One important aspect of DiHAC is its collaboration with industry partners like Lundbeck. The biopharmaceutical industry can address racial disparities by incorporating diversity into the earliest stages of migraine medicine, Thorne says. For example, diversity in clinical trials can determine if a medication will be effective and well-tolerated by all migraine patients. But one analysis found that migraine clinical trial participants are overwhelmingly white, while BIPOC individuals are underrepresented in migraine research.4
Long-standing mistrust of research, stemming from past abuses and unethical incidents such as the Tuskegee syphilis study, is a barrier to diverse enrollment, Thorne says. But industry has a responsibility to regain that trust—and can start to do so through authentic outreach. “There is a barrier because of history and because of current situations,” she says. “You have to demonstrate that you are trustworthy, and then you have to show that this isn’t just a box you check during Black History Month. It’s about trust and accountability.”

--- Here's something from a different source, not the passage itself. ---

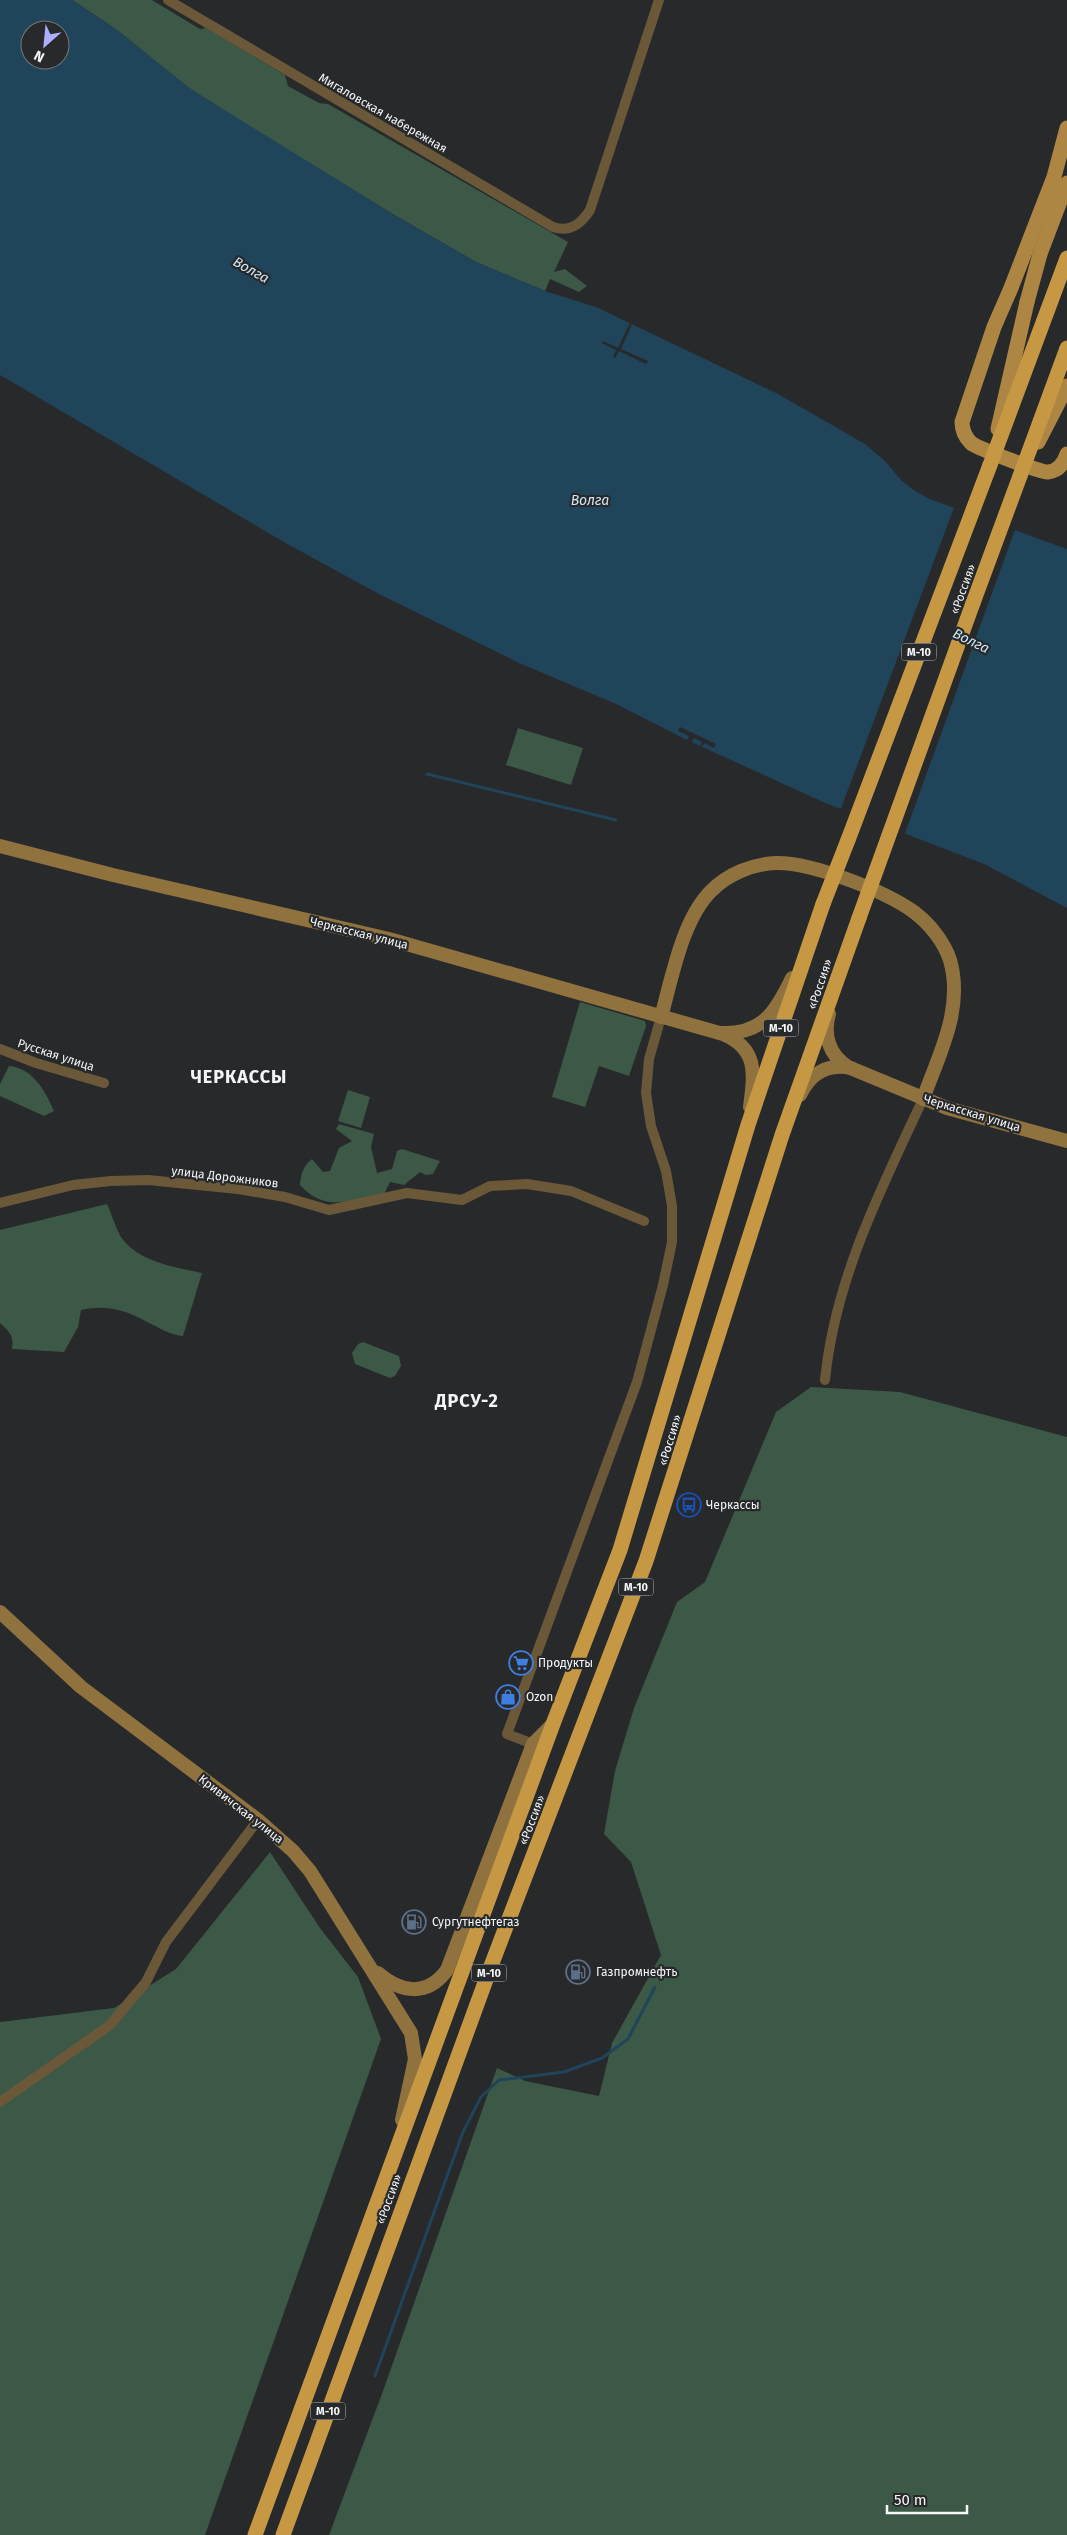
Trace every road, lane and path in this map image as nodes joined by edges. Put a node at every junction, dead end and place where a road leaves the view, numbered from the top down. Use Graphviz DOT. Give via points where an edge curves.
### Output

Lundbeck is committed to advancing diversity in all our clinical trials and recently committed to the first-ever industry-wide principles on trial diversity. The principles, put forth by the industry trade group PhRMA, focus on four main areas: building trust and acknowledging the historic mistrust of clinical trials within Black and Brown communities, reducing barriers to clinical trial access, using real-world data to enhance information on diverse populations beyond product approval, and enhancing information about diversity and inclusion in clinical trial participation.
Beyond diversifying trial enrollment, DiHAC is asking industry to consider the lived experience of BIPOC migraine patients and commit to gathering more inclusive patient insights. “It has to be about engagement and dialogue and understanding the life of these patients, as it relates to their social determinants of health,” Thorne says.
At Lundbeck, raising the patient voice is a top priority, and our commitment to the migraine community runs deep. But there is acknowledgement our dialogue with patients can go deeper and be inclusive of all cultural populations. “We’re continually striving to meet the unmet needs of people impacted by brain diseases. But sometimes we need to pause and consider the ‘why’ of unmet need,” says Charise Dunn, Senior Manager of Patient Advocacy. “By focusing on the disparity and inequity that some people with migraine experience, we better understand how we can help every person to be their best.”
1. National Center for Health Statistics, National Health Interview Survey, 2015-2018. Crude percentages of migraines or severe headaches for adults aged 18 and over. Last accessed 2/16/2021. https://www.cdc.gov/nchs/nhis/ADULTS/www/index.htm
2. Nicholson RA, Rooney M, Vo K, O’Laughlin E, Gordon M. Migraine care among different ethnicities: Do disparities exist? Headache. 2006; 46(5):754-765
3. Loder S, Sheikh HU, Loder E. The prevalence, burden, and treatment of severe, frequent, and migraine headaches in US minority populations: statistics from National Survey studies. Headache. 2015;55(2):214-228.
4. Heckman BD, Britton AJ. Headache in African Americans: An Overlooked Disparity. Journal of the National Medical Association. 2015; 107(2):39-44.
5. Robbins, NM, Bernat, JL. Minority Representation in Migraine Treatment Trials. Headache. 2017; 57(3):525-533.